Problem to solve — Tally the lines containing "dead" in this data. Respond with the tally alone.

Saved data entries —

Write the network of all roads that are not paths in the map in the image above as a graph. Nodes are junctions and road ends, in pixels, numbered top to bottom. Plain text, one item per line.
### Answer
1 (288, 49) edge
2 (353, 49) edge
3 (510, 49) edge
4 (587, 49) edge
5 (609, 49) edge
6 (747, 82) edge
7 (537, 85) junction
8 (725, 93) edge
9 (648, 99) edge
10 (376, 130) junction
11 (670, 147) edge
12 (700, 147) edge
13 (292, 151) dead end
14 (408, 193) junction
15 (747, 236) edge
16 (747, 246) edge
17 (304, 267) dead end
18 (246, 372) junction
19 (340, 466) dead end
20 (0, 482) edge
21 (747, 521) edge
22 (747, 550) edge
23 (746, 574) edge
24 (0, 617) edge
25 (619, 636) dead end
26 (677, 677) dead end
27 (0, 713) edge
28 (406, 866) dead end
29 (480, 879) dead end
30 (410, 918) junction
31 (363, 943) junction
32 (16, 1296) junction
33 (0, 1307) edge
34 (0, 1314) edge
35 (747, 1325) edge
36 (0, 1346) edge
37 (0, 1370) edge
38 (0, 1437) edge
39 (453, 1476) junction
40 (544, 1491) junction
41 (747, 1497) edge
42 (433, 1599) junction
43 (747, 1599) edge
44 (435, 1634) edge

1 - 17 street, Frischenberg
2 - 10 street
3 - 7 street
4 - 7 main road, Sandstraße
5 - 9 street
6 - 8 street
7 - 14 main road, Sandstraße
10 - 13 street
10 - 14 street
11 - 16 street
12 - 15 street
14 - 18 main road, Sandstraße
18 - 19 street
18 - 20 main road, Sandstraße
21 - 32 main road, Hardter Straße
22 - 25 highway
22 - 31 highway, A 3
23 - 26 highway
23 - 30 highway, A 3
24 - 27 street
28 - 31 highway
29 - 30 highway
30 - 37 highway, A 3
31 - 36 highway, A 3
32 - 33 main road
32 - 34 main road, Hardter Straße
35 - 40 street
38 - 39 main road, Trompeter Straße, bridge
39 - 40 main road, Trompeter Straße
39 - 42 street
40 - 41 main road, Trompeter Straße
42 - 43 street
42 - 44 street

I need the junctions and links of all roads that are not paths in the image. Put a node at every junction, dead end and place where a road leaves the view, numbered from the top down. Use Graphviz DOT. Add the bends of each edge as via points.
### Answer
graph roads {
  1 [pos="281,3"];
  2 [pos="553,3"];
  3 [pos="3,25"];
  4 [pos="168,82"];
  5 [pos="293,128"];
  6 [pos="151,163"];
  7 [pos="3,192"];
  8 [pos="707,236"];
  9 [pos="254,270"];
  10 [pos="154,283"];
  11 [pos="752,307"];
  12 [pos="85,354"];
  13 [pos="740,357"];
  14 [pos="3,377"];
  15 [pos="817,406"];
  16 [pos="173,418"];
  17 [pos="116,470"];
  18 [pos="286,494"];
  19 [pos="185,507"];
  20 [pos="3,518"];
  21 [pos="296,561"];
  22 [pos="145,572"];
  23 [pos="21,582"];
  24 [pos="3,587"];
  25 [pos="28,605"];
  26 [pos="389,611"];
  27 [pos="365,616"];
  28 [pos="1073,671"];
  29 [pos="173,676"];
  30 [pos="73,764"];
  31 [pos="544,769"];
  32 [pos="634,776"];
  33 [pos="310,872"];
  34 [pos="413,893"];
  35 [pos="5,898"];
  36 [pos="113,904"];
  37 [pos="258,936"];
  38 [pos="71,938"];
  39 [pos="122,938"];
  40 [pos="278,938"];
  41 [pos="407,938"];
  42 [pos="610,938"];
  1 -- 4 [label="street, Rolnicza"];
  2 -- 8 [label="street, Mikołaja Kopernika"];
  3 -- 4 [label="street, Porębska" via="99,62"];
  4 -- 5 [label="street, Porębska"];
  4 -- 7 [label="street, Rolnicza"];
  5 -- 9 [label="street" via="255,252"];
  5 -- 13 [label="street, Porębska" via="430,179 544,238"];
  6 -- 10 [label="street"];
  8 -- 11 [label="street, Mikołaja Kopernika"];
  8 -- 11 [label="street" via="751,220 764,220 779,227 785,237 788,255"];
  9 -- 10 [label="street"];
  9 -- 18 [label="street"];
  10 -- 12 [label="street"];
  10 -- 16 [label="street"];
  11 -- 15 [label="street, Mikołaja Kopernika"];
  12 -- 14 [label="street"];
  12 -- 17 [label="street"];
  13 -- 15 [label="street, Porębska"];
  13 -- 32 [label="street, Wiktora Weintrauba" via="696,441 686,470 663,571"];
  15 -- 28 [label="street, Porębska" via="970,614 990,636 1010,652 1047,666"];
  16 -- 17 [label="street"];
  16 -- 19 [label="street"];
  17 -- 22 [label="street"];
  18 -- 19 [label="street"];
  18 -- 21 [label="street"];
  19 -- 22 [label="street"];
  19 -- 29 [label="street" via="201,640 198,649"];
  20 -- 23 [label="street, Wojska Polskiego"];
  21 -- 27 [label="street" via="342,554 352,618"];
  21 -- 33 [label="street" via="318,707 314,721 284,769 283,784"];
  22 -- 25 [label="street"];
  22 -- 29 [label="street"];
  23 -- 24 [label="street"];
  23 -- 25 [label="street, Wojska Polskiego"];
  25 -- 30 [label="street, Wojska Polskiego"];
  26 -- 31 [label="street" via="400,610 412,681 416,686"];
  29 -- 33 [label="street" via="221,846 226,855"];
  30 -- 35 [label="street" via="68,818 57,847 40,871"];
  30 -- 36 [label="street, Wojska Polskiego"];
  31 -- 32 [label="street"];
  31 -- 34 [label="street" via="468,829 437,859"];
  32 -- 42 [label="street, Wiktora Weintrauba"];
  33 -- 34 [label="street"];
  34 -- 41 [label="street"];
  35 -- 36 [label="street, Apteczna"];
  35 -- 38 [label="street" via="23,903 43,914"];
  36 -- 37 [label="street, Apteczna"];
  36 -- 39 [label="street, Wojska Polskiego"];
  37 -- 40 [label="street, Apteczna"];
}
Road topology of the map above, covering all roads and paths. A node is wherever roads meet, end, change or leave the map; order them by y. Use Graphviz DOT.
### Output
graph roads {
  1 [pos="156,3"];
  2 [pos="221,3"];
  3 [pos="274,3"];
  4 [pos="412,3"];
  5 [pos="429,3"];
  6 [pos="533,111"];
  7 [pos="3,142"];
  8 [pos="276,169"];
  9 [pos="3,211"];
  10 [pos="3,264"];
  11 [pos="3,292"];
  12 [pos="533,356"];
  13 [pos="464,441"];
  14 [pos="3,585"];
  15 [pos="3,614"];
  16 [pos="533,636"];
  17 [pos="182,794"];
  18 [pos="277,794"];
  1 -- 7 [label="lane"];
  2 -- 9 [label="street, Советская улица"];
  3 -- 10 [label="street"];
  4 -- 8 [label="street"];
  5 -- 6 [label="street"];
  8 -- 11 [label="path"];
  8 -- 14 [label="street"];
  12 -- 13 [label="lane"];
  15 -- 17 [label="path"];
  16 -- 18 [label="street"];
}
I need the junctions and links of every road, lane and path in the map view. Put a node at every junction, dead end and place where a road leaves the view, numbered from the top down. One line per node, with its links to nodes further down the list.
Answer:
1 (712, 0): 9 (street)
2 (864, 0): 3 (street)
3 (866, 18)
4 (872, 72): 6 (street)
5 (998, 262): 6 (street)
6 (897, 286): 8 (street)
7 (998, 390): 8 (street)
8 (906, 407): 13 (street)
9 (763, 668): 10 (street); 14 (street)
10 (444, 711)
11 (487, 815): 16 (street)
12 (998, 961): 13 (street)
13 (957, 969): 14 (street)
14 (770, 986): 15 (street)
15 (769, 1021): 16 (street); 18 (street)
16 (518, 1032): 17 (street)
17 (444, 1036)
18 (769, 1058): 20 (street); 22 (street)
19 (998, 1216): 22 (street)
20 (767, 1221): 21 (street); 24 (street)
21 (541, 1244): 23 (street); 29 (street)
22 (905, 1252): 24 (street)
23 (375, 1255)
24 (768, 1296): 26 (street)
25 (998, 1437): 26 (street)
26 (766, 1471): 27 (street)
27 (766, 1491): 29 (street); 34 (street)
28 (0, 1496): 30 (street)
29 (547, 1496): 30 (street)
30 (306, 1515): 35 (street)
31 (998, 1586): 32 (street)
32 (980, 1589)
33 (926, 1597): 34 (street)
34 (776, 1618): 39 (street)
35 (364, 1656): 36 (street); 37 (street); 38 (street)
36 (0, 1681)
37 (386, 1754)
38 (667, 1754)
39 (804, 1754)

Exercise output — 9